━━ Entries provided
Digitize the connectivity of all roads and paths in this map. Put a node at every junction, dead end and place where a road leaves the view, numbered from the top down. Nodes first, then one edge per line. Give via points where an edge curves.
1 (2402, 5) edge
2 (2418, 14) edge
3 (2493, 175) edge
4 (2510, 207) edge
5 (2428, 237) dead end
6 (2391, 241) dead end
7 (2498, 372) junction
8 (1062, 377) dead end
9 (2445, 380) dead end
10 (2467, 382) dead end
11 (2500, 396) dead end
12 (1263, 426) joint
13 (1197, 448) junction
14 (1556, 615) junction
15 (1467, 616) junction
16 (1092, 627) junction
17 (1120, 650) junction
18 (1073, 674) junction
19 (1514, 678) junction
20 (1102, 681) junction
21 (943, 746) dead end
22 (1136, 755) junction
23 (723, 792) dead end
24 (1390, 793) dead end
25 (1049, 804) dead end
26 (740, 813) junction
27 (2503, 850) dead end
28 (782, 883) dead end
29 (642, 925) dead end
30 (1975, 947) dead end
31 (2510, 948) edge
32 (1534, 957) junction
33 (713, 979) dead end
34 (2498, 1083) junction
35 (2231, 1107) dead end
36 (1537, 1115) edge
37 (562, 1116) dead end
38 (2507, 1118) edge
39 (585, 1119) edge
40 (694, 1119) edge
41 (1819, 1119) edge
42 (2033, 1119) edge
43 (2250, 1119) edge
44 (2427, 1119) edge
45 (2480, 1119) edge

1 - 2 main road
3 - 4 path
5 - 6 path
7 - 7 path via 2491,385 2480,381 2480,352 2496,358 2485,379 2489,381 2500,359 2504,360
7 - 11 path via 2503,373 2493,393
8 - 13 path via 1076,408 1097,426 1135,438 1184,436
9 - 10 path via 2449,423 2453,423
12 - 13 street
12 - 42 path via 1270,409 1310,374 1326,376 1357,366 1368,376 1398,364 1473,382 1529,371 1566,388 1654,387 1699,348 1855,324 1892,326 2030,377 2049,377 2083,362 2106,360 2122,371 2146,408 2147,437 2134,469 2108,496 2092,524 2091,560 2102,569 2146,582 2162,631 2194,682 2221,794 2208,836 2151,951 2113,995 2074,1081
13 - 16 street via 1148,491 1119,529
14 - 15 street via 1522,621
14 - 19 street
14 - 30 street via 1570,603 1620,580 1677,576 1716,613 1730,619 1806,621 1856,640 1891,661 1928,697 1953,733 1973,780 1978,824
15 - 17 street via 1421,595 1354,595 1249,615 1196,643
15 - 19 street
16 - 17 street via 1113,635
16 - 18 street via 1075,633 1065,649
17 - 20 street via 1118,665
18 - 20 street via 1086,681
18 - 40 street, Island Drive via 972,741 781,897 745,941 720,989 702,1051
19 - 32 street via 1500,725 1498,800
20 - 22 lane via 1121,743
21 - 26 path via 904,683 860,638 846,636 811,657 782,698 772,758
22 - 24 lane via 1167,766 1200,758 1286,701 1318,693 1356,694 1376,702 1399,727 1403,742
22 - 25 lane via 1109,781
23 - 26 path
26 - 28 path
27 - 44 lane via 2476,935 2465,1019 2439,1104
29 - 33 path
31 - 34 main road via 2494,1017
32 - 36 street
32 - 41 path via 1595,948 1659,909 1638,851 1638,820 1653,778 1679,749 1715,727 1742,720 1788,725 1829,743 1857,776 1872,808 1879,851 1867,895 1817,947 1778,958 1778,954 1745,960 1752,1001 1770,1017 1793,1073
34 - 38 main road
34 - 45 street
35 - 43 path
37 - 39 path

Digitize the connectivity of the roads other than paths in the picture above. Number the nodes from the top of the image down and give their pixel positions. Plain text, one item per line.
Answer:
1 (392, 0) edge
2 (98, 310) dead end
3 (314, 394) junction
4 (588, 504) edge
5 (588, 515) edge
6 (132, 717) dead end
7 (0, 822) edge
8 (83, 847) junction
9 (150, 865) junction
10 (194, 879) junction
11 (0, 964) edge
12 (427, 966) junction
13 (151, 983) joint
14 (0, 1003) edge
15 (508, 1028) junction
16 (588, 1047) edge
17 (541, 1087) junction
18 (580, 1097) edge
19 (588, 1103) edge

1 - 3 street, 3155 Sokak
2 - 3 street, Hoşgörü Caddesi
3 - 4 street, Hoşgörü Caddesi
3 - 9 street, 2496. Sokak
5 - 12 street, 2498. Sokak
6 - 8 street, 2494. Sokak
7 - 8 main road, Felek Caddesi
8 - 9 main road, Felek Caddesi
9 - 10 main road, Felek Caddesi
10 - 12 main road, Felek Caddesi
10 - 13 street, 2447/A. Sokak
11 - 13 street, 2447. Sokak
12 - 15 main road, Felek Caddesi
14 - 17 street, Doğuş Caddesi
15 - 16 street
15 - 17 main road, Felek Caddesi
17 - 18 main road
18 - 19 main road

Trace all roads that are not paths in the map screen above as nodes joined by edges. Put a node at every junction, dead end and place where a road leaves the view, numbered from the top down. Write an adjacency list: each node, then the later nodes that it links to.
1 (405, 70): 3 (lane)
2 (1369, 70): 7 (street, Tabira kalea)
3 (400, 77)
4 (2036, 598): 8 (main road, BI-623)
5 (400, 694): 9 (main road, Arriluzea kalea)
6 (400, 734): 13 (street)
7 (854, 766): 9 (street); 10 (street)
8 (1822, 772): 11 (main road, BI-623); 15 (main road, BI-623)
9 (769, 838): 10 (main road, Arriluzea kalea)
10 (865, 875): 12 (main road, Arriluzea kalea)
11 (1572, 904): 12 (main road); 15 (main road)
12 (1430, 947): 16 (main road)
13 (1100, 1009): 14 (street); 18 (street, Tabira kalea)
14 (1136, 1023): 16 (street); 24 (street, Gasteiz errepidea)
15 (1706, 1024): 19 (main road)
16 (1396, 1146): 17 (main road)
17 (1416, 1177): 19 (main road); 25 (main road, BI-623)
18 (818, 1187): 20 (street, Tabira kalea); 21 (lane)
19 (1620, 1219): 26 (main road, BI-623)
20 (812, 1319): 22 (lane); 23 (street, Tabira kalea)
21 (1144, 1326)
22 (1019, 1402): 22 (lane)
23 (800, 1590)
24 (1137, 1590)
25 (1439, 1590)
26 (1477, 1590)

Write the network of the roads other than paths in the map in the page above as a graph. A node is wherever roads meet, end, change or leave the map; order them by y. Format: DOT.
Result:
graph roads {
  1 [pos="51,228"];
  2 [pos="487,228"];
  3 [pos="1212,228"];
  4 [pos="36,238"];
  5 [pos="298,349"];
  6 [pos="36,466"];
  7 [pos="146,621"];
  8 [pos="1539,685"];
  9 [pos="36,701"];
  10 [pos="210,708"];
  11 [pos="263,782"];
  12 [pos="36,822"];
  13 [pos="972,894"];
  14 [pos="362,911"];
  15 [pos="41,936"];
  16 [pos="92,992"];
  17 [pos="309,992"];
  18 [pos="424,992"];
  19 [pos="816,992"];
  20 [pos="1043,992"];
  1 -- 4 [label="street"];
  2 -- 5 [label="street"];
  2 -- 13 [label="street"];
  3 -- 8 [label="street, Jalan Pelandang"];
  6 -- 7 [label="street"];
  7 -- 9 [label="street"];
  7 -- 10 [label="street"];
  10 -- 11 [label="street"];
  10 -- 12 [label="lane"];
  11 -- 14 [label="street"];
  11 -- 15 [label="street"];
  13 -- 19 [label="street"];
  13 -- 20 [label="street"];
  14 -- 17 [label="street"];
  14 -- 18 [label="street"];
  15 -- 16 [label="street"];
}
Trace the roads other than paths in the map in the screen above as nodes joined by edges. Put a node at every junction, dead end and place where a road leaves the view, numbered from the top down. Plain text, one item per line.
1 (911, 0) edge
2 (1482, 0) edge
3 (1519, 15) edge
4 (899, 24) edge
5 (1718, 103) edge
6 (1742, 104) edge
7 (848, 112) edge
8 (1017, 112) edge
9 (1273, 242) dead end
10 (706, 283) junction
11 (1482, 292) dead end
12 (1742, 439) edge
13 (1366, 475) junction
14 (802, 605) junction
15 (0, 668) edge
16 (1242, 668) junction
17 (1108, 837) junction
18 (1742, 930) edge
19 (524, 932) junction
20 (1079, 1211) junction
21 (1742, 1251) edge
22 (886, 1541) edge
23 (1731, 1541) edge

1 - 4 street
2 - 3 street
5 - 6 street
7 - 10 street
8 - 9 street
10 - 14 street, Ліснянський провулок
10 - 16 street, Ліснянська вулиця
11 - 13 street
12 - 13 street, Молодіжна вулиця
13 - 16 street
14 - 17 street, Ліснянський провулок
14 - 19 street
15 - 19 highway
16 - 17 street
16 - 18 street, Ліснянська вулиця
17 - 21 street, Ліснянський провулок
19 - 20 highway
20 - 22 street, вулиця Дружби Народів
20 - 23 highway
━━━━
Problem requirements: Using the listing above, pull out all lines that hold the word "Ліснянська".

Exercise output:
10 - 16 street, Ліснянська вулиця
16 - 18 street, Ліснянська вулиця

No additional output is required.